Based on morganeua's video on YouTube. If you like this content, support the original creators by watching, liking and subscribing to their content.

TL;DR

Build a peer network of PhD students to reduce imposter syndrome and gain practical writing support like edits, brainstorming, and sounding boards.

Briefing

Enjoying a PhD comes down to two things: building real support so imposter syndrome doesn’t isolate you, and taking ownership of the work so you’re not waiting for motivation or institutions to carry you. The most immediate lever is social—finding other PhD students who are living the same uncertainty. When imposter syndrome spikes during research and writing, talking with peers who are also struggling tends to shrink the feeling that you’re alone. It also creates practical benefits: people to brainstorm with, to swap drafts for edits, and to serve as a sounding board when decisions feel stuck.

The friendship-building strategy is concrete. One approach is joining a graduate student association so PhD students see each other at least monthly, and conversations naturally turn toward shared challenges. That regular contact matters in fields where work is often solitary, especially in humanities programs. A second approach is direct outreach. During the pandemic, a theater and performance studies group used a Facebook forum that included both current students and alumni; posting about loneliness and inviting others to chat led to one response—and that single connection grew into a deep friendship, including co-writing a paper and ongoing mutual editing.
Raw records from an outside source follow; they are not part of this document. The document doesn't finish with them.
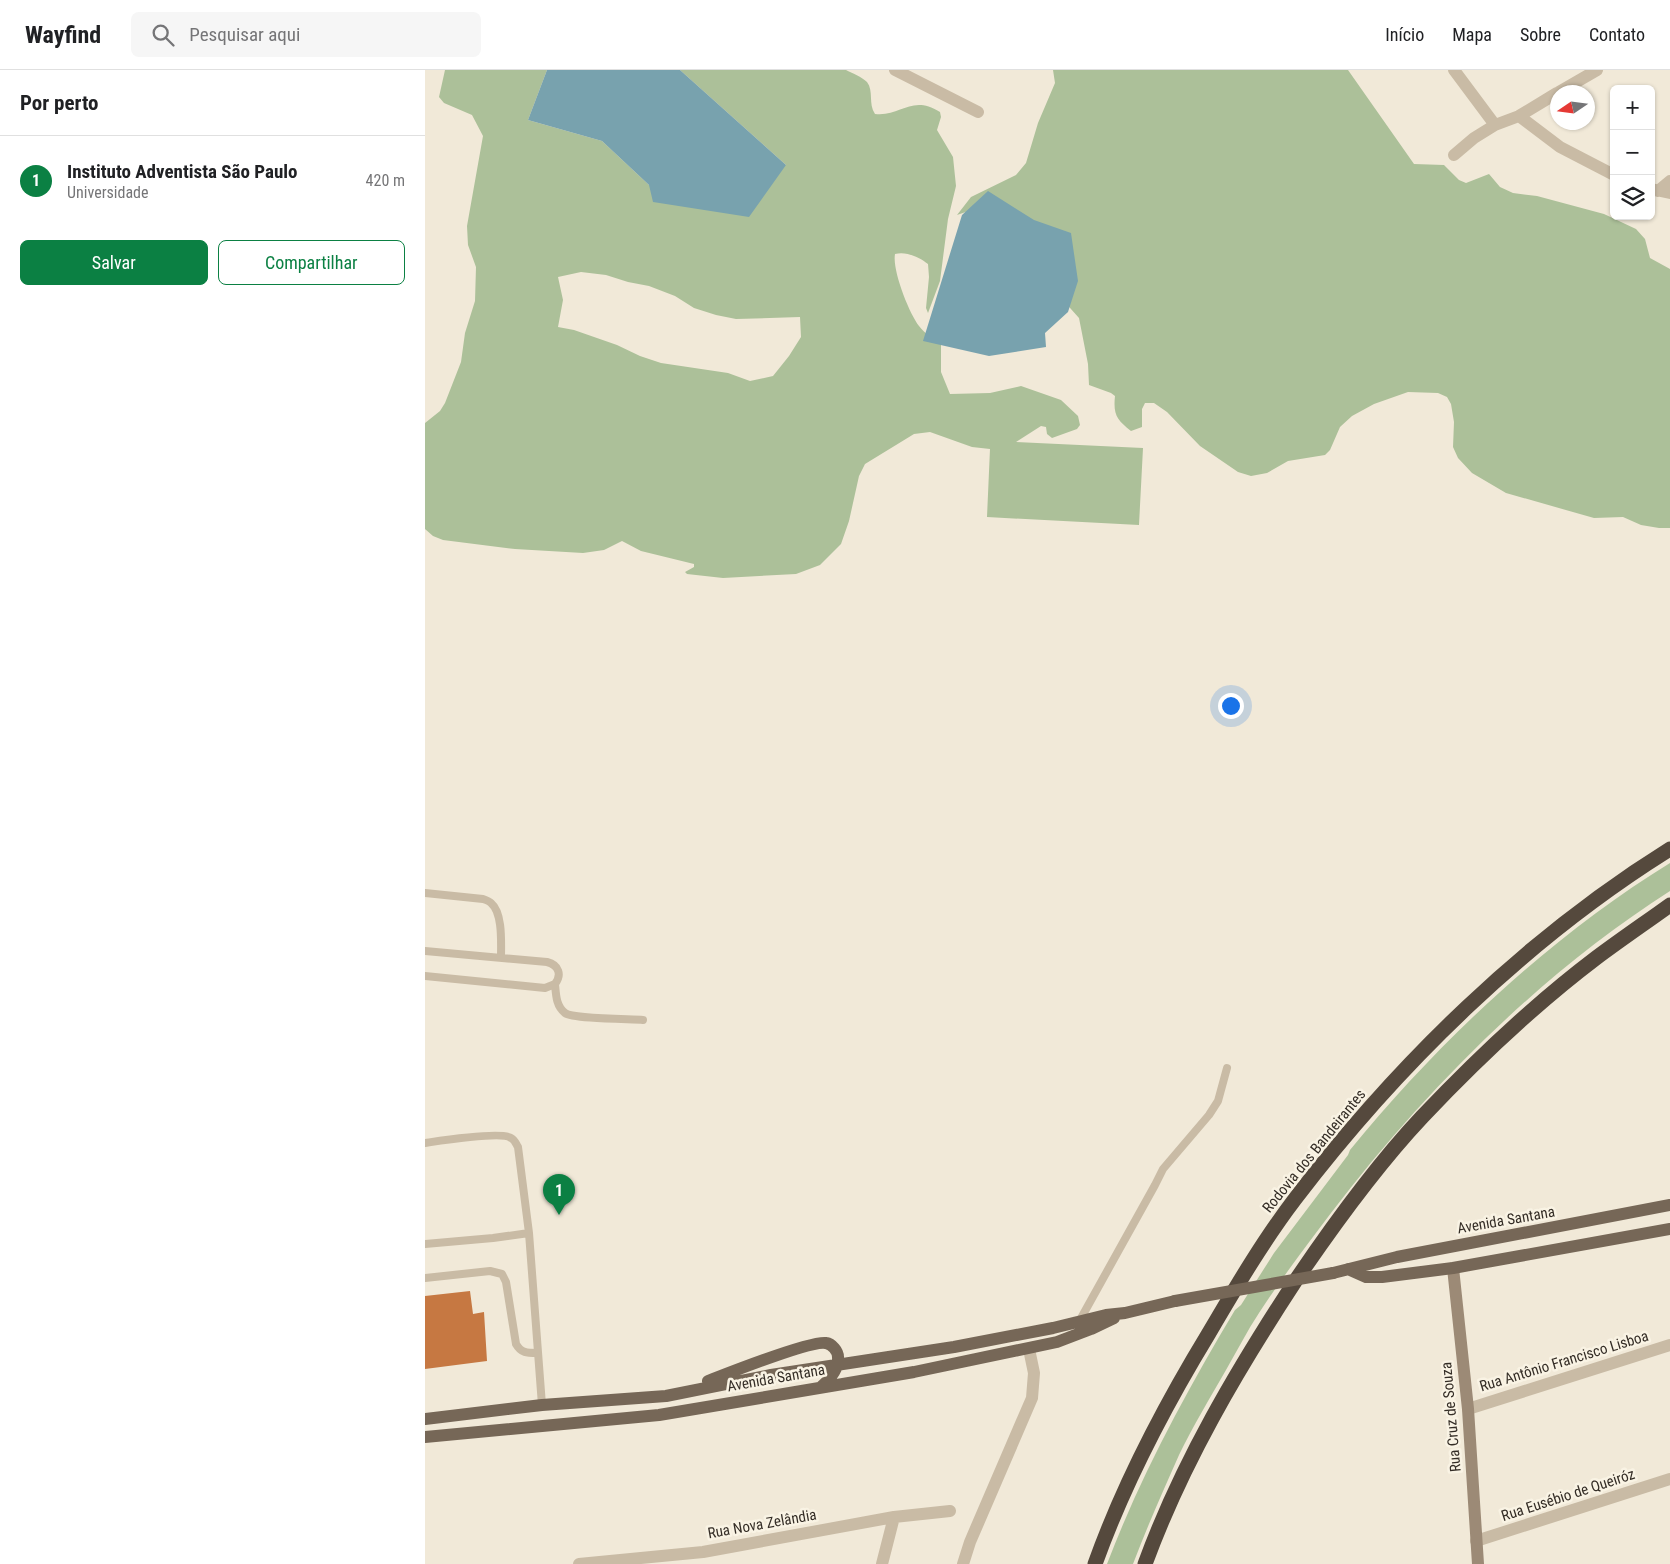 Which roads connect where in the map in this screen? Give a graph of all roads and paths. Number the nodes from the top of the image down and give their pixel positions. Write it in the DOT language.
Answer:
graph roads {
  1 [pos="895,70"];
  2 [pos="1454,70"];
  3 [pos="1597,70"];
  4 [pos="1572,85"];
  5 [pos="1550,98"];
  6 [pos="978,112"];
  7 [pos="1519,116"];
  8 [pos="1495,125"];
  9 [pos="1454,155"];
  10 [pos="1610,173"];
  11 [pos="1670,181"];
  12 [pos="1660,191"];
  13 [pos="1670,849"];
  14 [pos="425,893"];
  15 [pos="1670,906"];
  16 [pos="425,952"];
  17 [pos="501,958"];
  18 [pos="425,976"];
  19 [pos="555,984"];
  20 [pos="643,1020"];
  21 [pos="1227,1068"];
  22 [pos="425,1143"];
  23 [pos="1670,1205"];
  24 [pos="1670,1229"];
  25 [pos="529,1233"];
  26 [pos="425,1244"];
  27 [pos="1453,1268"];
  28 [pos="1348,1269"];
  29 [pos="425,1278"];
  30 [pos="1125,1313"];
  31 [pos="1080,1320"];
  32 [pos="1670,1345"];
  33 [pos="1029,1349"];
  34 [pos="537,1353"];
  35 [pos="837,1364"];
  36 [pos="821,1387"];
  37 [pos="680,1393"];
  38 [pos="542,1405"];
  39 [pos="1468,1408"];
  40 [pos="425,1419"];
  41 [pos="425,1437"];
  42 [pos="1670,1479"];
  43 [pos="950,1511"];
  44 [pos="894,1517"];
  45 [pos="1476,1541"];
  46 [pos="579,1564"];
  47 [pos="882,1564"];
  48 [pos="963,1564"];
  49 [pos="1095,1564"];
  50 [pos="1145,1564"];
  51 [pos="1478,1564"];
  1 -- 6 [label="street"];
  2 -- 8 [label="street"];
  3 -- 4 [label="street"];
  5 -- 7 [label="street"];
  7 -- 8 [label="street"];
  7 -- 10 [label="street"];
  8 -- 9 [label="street"];
  11 -- 12 [label="street"];
  13 -- 49 [label="highway, Rodovia dos Bandeirantes"];
  14 -- 17 [label="lane"];
  15 -- 50 [label="highway"];
  16 -- 17 [label="lane"];
  17 -- 19 [label="lane"];
  18 -- 19 [label="lane"];
  19 -- 20 [label="lane"];
  21 -- 31 [label="lane"];
  22 -- 25 [label="lane"];
  23 -- 28 [label="main road, Avenida Santana"];
  24 -- 27 [label="main road"];
  25 -- 26 [label="lane"];
  25 -- 34 [label="lane"];
  27 -- 28 [label="main road"];
  27 -- 39 [label="street, Rua Cruz de Souza"];
  28 -- 30 [label="main road, Avenida Santana, bridge"];
  29 -- 34 [label="lane"];
  30 -- 31 [label="main road, Avenida Santana"];
  30 -- 33 [label="main road, Avenida Santana"];
  31 -- 35 [label="main road, Avenida Santana"];
  32 -- 39 [label="street, Rua Antônio Francisco Lisboa"];
  33 -- 36 [label="main road, Avenida Santana"];
  33 -- 48 [label="street"];
  34 -- 38 [label="lane"];
  35 -- 36 [label="main road"];
  35 -- 37 [label="main road, Avenida Santana"];
  35 -- 37 [label="main road"];
  36 -- 41 [label="main road, Avenida Santana"];
  37 -- 38 [label="main road, Avenida Santana"];
  38 -- 40 [label="main road, Avenida Santana"];
  39 -- 45 [label="street, Rua Cruz de Souza"];
  42 -- 45 [label="street, Rua Eusébio de Queiróz"];
  43 -- 44 [label="street, Rua Nova Zelândia"];
  44 -- 46 [label="street, Rua Nova Zelândia"];
  44 -- 47 [label="street"];
  45 -- 51 [label="street, Rua Cruz de Souza"];
}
The takeaway is that networking isn’t just career capital; it’s emotional infrastructure that can make the PhD feel survivable and even collaborative.

From there, the advice pivots to self-compassion paired with tough love. Comparing timelines fuels guilt, and the “unwritten expectancy” that everyone should finish quickly can be corrosive. PhDs are personal journeys—especially as an independent first major research and writing project—so finishing times vary and institutional support often exists to match different paces. But the harder truth is that the PhD is also a responsibility: as courses end, structure disappears, funding may run out, and supervisors may become less reachable. When that happens, progress depends on self-advocacy—reaching out, applying for grants or jobs, and setting boundaries and timelines. Blaming others can be tempting, and sometimes a supervisor change or additional institutional support really is necessary; still, the core work remains yours.
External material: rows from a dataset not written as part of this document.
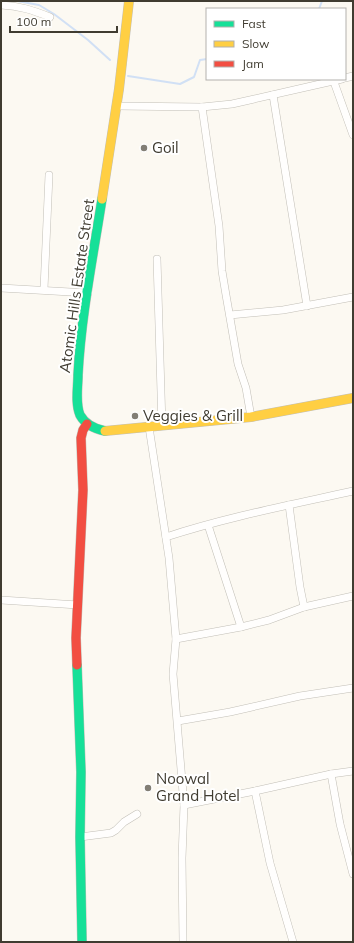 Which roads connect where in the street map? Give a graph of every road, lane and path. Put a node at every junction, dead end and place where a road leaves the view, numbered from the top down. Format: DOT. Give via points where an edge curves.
graph roads {
  1 [pos="129,1"];
  2 [pos="1,5"];
  3 [pos="50,17"];
  4 [pos="339,80"];
  5 [pos="334,82"];
  6 [pos="273,95"];
  7 [pos="117,106"];
  8 [pos="202,107"];
  9 [pos="353,135"];
  10 [pos="49,175"];
  11 [pos="157,259"];
  12 [pos="1,288"];
  13 [pos="44,289"];
  14 [pos="88,293"];
  15 [pos="353,297"];
  16 [pos="307,306"];
  17 [pos="230,315"];
  18 [pos="353,398"];
  19 [pos="251,417"];
  20 [pos="86,424"];
  21 [pos="162,426"];
  22 [pos="149,428"];
  23 [pos="353,491"];
  24 [pos="289,505"];
  25 [pos="208,525"];
  26 [pos="166,537"];
  27 [pos="353,596"];
  28 [pos="1,600"];
  29 [pos="78,605"];
  30 [pos="304,607"];
  31 [pos="241,627"];
  32 [pos="176,639"];
  33 [pos="353,688"];
  34 [pos="178,721"];
  35 [pos="353,771"];
  36 [pos="331,774"];
  37 [pos="255,791"];
  38 [pos="184,805"];
  39 [pos="137,814"];
  40 [pos="80,837"];
  41 [pos="353,874"];
  42 [pos="82,942"];
  43 [pos="183,942"];
  44 [pos="293,942"];
  1 -- 7 [label="street, Atomic Hills Estate Street"];
  2 -- 3 [label="street" via="28,8"];
  4 -- 5 [label="street"];
  5 -- 6 [label="street"];
  5 -- 9 [label="street"];
  6 -- 8 [label="street" via="232,104"];
  6 -- 16 [label="street"];
  7 -- 8 [label="street"];
  7 -- 14 [label="street, Atomic Hills Estate Street"];
  8 -- 17 [label="street" via="219,226 222,271"];
  10 -- 13 [label="street"];
  11 -- 21 [label="street"];
  12 -- 13 [label="street"];
  13 -- 14 [label="street"];
  14 -- 20 [label="street, Atomic Hills Estate Street" via="78,371 78,406"];
  15 -- 16 [label="street"];
  16 -- 17 [label="street"];
  17 -- 19 [label="street" via="238,364 246,388"];
  18 -- 19 [label="street"];
  19 -- 21 [label="street"];
  20 -- 22 [label="street" via="101,431"];
  20 -- 29 [label="street" via="81,438 83,490"];
  21 -- 22 [label="street"];
  22 -- 26 [label="street"];
  23 -- 24 [label="street"];
  24 -- 25 [label="street"];
  24 -- 30 [label="street"];
  25 -- 26 [label="street"];
  25 -- 31 [label="street"];
  26 -- 32 [label="street"];
  27 -- 30 [label="street"];
  28 -- 29 [label="street"];
  29 -- 40 [label="street" via="76,638 81,764"];
  30 -- 31 [label="street"];
  31 -- 32 [label="street"];
  32 -- 34 [label="street" via="173,674"];
  33 -- 34 [label="street" via="292,697"];
  34 -- 38 [label="street"];
  35 -- 36 [label="street"];
  36 -- 37 [label="street"];
  36 -- 41 [label="street"];
  37 -- 38 [label="street"];
  37 -- 44 [label="street" via="270,863"];
  38 -- 43 [label="street"];
  39 -- 40 [label="street" via="111,833"];
  40 -- 42 [label="street"];
}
That leads to the most actionable mindset shift: do the work, even when motivation is unreliable. Practical tactics include the Pomodoro method, gamifying word counts with rewards, committing to “five minutes,” and using writing prompts that shrink the task—like Ann Lamott’s “one-inch picture frames” idea from Bird by Bird, where you write only what fits in a small visible window. Writing buddies and group sessions (including Zoom work sessions) can help maintain momentum, but the emotional payoff comes from knowing effort was made that day.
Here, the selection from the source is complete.